Patrik Schumacher, The Autopoiesis of Architecture, Vol.2: A New Agenda for Architecture, John Wiley & Sons Ltd., London 2012

Introduction to Vol. 2

This is the second volume of the Autopoiesis of Architecture. The two volumes together present a complete outline of the theory of architectural autopoiesis, a systematic treatise on architecture. This treatise proceeds via a comprehensive discourse analysis of the discipline, and on this basis tries to steer the discipline’s self-conception and development.
Volume 1 introduces a new theoretical framework within which architecture may analyse and confront itself in terms of its most fundamental concepts, methods and values. Volume 2 continues to analyse architecture’s discourse and proposes a new agenda for contemporary architecture in response to the challenges and opportunities posed by current societal and technological developments. The Volume ends with a manifesto for the new style of Parametricism, promoted as candidate to become the unified, epochal style for the 21st century. To be credible, a unified style must be backed up and guided by a unified theoretical system that is able to integrate many partial theories: a theory of architecture’s societal function, a theory of the discipline’s self- demarcation, a theory of the avant-garde, aesthetic theory, media theory, process theory etc. The theory of architectural autopoiesis presents such an integrated theoretical system. It is nothing other than the rational reconstruction and systematization of the discursively evolving discipline, made explicit as unified theory and opened up to criticism and constructive elaboration. Selective rational reconstruction and systematization is necessary to give coherent guidance to a comprehensive architectural practice that covers the totality of the built environment and its contemporary adaptive challenges.1
Architecture is one of the great function systems of modern, functionally differentiated society. The theory of architectural autopoiesis is a reflection-theory or self-description of architecture formulated from within architecture. As such its purpose is to contribute to the necessary self-steering of the autopoiesis of architecture. Like all reflection theories - e.g. economic theories, juris prudence, the epistemologies formulated within science, political theories etc. - the theory of architectural autopoiesis oscillates between descriptive and normative modes of theorizing. By necessity, as committed inside communication, it is simultaneously a descriptive and a normative theory. By describing, conceptually systematizing, and reconstructing the rationality of architecture’s history and current state, the theory gathers the necessary internal connectivity to make normative claims and projections plausible. The tension between descriptive and normative moments permeates the totality of The Autopoiesis of Architecture. However, the balance between the two moments is struck differently in the two Volumes. From Volume 1 to Volume 2, as we move from framework to agenda, the balance shifts towards the normative pole, and indeed includes more projective, speculative moments.2

The elaboration of architecture’s agenda in Volume 2 proceeds in 6 parts, parts 6 – 11:

Part 6 The Task of Architecture sets out the general task of architecture in the terms of architecture’s lead-distinction: to give form to function. An adequate concept of how to understand and address functions within contemporary architecture is proposed. Architecture’s task is then elaborated along two dimensions: organization and articulation. To meet contemporary challenges architecture must enhance its capacity in both dimensions. Theoretical resources that contribute to this enhancement are brought to bear: network theory, gestalt theory, and semiology. In particular, an axiomatic framework for re-invigorating the semiological project within architecture is provided. The elaboration of spatial complexes as systems-of-signification is promted as a core competrency of architecture.
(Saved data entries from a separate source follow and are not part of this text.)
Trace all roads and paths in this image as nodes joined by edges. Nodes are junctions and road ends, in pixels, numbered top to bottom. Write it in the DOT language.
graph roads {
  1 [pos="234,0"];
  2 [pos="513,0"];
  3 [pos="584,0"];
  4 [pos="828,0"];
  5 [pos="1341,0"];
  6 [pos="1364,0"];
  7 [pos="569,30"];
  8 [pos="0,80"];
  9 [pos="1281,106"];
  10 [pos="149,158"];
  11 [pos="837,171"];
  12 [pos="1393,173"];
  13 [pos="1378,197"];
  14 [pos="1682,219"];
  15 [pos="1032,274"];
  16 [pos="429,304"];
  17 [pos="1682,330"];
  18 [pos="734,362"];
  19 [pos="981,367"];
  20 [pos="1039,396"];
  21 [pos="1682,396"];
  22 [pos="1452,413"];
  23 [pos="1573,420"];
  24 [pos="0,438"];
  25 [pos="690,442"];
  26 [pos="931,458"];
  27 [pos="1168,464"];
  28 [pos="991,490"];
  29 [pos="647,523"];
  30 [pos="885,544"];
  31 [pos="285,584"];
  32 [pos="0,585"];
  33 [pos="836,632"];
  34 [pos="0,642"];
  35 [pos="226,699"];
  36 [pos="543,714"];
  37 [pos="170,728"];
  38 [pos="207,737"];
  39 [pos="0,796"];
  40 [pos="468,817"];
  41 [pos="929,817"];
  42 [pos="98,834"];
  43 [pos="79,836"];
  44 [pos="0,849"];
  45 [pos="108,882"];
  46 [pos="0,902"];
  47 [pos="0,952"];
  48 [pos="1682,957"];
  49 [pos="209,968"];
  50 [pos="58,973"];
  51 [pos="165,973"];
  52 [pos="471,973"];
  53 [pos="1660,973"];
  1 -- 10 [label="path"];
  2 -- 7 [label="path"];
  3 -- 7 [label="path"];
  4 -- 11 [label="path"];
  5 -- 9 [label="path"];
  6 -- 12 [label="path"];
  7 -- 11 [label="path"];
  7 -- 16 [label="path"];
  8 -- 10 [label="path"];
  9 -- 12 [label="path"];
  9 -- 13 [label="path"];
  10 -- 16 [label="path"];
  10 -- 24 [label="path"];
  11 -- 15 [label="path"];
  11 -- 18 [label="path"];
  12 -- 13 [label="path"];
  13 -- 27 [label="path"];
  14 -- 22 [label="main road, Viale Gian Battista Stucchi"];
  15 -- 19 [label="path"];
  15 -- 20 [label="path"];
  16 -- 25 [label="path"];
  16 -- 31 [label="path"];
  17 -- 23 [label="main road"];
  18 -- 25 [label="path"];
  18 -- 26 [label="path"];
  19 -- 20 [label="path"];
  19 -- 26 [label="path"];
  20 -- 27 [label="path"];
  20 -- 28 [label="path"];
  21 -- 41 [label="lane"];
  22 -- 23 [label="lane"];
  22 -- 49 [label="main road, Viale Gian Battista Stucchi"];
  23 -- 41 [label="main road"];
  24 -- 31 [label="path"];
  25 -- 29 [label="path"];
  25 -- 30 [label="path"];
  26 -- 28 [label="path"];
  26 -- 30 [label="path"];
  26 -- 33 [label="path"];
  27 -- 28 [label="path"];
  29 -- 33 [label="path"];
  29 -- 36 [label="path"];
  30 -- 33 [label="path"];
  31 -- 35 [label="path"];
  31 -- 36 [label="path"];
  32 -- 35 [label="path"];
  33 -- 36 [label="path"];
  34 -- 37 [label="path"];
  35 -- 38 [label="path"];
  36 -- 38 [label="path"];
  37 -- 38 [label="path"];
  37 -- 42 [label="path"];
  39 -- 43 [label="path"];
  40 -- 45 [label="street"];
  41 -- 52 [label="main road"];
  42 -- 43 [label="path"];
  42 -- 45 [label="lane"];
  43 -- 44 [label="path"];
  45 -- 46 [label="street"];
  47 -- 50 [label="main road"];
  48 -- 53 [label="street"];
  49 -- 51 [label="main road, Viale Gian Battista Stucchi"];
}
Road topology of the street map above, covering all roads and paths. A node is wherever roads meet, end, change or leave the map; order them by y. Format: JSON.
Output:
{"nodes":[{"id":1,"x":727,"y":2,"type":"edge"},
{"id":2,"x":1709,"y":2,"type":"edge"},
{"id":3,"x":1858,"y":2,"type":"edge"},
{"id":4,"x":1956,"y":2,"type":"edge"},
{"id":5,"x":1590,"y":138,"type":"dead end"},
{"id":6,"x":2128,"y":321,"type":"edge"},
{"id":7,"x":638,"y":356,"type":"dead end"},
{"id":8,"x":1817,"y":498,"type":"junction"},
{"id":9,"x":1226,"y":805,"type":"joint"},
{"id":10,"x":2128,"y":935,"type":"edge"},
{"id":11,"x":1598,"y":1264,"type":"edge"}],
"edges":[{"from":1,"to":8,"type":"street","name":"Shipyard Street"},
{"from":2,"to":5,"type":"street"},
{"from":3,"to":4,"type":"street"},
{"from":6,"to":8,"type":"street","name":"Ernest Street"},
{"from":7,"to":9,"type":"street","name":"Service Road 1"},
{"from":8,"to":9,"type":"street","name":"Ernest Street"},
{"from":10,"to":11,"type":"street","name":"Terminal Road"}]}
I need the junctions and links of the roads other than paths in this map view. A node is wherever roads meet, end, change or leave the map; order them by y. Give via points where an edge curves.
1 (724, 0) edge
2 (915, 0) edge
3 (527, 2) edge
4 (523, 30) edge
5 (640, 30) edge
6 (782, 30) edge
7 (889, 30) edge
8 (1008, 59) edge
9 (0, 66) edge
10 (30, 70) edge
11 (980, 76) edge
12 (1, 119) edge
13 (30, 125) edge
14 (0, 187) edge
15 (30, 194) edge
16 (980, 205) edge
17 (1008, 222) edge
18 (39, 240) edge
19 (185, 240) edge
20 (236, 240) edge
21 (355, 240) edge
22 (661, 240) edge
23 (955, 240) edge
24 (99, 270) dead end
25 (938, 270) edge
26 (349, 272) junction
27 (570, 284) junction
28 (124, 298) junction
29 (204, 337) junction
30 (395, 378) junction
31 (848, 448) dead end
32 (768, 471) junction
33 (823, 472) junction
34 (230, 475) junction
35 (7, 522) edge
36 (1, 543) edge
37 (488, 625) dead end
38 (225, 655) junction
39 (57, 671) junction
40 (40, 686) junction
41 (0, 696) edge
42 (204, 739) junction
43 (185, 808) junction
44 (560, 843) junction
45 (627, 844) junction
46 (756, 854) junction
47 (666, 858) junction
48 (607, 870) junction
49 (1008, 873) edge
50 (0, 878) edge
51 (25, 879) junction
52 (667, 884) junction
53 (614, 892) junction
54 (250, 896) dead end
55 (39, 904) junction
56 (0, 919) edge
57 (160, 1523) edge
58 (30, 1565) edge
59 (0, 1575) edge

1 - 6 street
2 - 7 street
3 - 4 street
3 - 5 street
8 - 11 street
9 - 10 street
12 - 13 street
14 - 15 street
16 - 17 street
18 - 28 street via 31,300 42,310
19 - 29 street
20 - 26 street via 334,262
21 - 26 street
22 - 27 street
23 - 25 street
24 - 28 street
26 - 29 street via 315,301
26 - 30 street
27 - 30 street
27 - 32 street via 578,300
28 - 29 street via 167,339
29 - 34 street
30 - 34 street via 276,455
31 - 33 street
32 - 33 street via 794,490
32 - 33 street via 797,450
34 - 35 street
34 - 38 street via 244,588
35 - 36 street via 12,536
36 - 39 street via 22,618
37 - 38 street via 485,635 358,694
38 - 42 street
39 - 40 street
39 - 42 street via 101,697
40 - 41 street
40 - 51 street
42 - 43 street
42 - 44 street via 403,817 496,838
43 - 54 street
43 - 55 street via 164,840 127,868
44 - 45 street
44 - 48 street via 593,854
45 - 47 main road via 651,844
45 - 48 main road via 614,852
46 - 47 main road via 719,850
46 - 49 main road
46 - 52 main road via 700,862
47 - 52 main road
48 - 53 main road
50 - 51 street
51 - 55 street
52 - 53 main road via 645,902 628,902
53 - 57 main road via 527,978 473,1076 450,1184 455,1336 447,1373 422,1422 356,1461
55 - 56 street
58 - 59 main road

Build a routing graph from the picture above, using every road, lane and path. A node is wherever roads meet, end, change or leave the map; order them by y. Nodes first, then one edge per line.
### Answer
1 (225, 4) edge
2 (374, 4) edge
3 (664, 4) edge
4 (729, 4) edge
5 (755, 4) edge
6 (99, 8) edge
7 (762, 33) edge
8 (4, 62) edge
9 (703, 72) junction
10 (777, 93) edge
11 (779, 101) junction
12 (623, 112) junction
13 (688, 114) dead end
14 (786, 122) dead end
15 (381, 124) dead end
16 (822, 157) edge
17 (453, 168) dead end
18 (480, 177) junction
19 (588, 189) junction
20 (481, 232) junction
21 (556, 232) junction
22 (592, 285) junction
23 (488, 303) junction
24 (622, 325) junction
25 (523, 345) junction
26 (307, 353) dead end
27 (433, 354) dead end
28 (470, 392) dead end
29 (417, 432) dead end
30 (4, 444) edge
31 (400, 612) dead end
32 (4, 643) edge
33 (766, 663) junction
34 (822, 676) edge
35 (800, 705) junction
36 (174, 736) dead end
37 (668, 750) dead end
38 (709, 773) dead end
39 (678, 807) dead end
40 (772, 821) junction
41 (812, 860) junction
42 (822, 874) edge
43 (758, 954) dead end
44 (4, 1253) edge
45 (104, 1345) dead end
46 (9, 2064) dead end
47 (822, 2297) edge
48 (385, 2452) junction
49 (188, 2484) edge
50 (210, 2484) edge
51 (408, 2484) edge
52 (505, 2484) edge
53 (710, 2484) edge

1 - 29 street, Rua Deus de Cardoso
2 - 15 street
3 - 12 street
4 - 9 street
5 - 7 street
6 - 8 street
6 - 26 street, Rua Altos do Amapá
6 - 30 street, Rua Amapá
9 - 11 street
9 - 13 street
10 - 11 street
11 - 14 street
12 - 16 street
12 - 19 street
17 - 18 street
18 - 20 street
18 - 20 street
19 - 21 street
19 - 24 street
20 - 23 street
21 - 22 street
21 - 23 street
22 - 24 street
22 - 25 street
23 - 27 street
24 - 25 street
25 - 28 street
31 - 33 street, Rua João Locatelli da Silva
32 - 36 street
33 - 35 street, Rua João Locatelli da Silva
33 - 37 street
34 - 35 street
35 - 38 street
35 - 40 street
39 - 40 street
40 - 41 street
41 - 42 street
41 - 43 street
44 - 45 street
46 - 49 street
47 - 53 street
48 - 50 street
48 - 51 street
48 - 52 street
Part 7 The Design Process elaborates the second item on the agenda: the enhancement of architecture’s design process reflection. Here the achievements of the design methodology movement are recuperated. Design rationality is challenged by the expectation of continuous innovation as well as by the increasing complexity of architecture’s task domain. Many design tasks are new and complex. This double burden demands a new theoretical reflection concerning the methodological credentials of design processes as rational decision processes. The theory of architectural autopoiesis offers a conceptual apparatus for the description and analysis of design processes, promotes innovative design process heuristics, and attempts to formulate adequate contemporary criteria of design rationality.3

Part 8 Architecture and Society addresses the necessity for the autopoiesis architecture to update and upgrade its internal representation of society in line with society’s development. Luhmann’s conception of a polycontextural, functionally differentiated world society is - once more - offered as adequate conceptual horizon for architecture’s orientation. The dialectical relationship - co-evolution - between the autopoiesis architecture and its societal environment is addressed in Luhmann’s terms. Then the reflection goes deeper and touches on the fundamental dependency of society’s emergence and ongoing development on the built environment as the indispensible substratum of socio-cultural evolution. Finally, the investigation turns to the manifold societal conditions and institutions on which the autopoiesis of architecture depends.

Part 9 Architecture and Politics addresses architecture’s relationship with one of the subsystems within its societal environment: the political system. Architecture’s relationship with the political system is singled out for indepth analysis not because of the inherent importance of this relationship but because of the widespread, disorienting illusions that abound concerning this relationship. The theoretical clarification of architecture’s systemic position relative to the political system becomes the premise for the attempt to define an adequate, productive role for avant-garde architecture in relation to contemporary politics.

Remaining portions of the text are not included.